RECORDS FOR THE EXERCISE: Begin

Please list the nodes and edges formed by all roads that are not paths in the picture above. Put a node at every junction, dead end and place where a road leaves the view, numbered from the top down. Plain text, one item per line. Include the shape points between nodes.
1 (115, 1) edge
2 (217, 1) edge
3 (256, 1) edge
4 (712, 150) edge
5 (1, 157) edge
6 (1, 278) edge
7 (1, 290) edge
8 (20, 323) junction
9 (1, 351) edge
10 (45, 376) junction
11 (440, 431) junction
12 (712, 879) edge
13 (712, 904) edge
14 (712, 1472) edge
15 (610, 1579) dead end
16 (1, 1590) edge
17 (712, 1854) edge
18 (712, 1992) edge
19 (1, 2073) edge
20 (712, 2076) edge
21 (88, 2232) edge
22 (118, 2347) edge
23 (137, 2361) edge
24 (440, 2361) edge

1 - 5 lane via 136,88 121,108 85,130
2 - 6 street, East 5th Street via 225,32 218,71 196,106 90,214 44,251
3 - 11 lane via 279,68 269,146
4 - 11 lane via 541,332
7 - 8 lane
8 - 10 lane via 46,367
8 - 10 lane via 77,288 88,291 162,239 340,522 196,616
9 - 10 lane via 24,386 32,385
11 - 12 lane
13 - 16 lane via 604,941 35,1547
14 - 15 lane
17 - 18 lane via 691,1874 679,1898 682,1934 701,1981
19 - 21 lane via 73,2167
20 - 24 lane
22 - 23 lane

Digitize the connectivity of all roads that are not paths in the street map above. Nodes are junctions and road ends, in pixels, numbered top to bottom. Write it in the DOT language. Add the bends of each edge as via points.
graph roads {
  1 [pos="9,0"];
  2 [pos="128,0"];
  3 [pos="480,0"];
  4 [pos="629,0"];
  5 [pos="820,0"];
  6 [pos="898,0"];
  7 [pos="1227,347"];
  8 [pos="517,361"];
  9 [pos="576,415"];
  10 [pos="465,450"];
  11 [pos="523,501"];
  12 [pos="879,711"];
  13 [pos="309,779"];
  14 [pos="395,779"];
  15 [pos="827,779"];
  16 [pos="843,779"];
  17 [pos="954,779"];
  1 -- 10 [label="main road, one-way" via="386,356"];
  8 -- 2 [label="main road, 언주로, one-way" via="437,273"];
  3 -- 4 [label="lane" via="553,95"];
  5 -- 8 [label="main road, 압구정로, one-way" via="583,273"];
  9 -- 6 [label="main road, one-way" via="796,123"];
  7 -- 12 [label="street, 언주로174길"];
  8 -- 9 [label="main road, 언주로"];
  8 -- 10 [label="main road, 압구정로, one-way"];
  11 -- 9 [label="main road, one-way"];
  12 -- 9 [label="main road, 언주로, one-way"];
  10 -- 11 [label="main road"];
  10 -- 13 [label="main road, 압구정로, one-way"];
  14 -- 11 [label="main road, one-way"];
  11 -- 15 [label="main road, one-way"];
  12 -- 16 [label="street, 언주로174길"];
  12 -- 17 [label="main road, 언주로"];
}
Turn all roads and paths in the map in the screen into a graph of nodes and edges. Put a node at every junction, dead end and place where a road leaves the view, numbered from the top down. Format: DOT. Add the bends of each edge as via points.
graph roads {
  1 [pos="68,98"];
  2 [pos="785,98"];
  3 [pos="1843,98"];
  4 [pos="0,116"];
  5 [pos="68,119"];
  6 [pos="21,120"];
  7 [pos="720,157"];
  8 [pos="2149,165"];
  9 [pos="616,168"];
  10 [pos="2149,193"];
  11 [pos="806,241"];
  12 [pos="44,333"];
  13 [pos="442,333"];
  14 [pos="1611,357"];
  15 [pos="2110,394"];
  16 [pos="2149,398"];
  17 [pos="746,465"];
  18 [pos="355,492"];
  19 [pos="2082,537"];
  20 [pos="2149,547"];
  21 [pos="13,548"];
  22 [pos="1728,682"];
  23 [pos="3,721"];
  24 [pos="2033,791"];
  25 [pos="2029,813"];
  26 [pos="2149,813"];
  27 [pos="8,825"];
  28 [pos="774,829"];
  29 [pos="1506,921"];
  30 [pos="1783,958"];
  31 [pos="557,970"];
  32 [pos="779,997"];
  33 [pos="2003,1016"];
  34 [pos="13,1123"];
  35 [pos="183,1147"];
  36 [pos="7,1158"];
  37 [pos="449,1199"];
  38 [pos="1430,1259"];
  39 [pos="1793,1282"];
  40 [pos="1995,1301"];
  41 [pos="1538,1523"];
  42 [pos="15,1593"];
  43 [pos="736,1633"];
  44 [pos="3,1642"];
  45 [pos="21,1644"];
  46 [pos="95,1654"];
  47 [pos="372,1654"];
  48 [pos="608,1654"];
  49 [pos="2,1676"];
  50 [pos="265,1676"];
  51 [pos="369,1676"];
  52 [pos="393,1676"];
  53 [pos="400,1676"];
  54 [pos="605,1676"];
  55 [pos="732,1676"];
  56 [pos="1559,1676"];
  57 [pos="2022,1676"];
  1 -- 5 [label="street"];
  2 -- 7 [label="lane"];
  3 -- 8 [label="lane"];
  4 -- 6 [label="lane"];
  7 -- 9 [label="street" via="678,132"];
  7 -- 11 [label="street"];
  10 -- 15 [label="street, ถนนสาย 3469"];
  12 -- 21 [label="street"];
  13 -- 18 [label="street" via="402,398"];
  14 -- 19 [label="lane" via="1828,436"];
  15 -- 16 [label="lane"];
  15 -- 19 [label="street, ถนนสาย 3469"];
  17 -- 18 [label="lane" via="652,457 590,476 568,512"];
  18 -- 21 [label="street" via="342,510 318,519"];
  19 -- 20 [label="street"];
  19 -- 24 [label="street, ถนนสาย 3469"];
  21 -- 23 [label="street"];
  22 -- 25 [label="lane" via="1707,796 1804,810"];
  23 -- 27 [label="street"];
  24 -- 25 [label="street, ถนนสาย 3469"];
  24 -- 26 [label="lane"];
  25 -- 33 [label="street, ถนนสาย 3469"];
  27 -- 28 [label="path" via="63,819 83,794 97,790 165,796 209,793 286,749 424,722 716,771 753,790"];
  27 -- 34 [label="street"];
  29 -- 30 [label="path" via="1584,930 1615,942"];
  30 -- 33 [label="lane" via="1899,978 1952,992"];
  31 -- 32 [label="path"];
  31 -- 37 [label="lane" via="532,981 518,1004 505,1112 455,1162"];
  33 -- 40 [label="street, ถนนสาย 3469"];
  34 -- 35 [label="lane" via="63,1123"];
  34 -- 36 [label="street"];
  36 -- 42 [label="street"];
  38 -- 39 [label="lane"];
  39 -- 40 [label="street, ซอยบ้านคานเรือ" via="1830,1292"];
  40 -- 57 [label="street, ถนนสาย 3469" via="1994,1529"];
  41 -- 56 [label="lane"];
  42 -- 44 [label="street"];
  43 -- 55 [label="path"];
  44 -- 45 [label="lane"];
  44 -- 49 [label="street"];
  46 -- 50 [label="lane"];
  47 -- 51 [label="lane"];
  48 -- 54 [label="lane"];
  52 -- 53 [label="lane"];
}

RECORDS FOR THE EXERCISE: End

Return, from the data above, each line in which the string "where" appears.

Please list the nodes and edges formed by all roads that are not paths in the picture above. Put a node at every junction, dead end and place where a road leaves the view, numbered from the top down. Plain text, one item per line. Include the shape points between nodes.
Turn all roads and paths in the map in the screen into a graph of nodes and edges. Put a node at every junction, dead end and place where a road leaves the view, numbered from the top down. Format: DOT. Add the bends of each edge as via points.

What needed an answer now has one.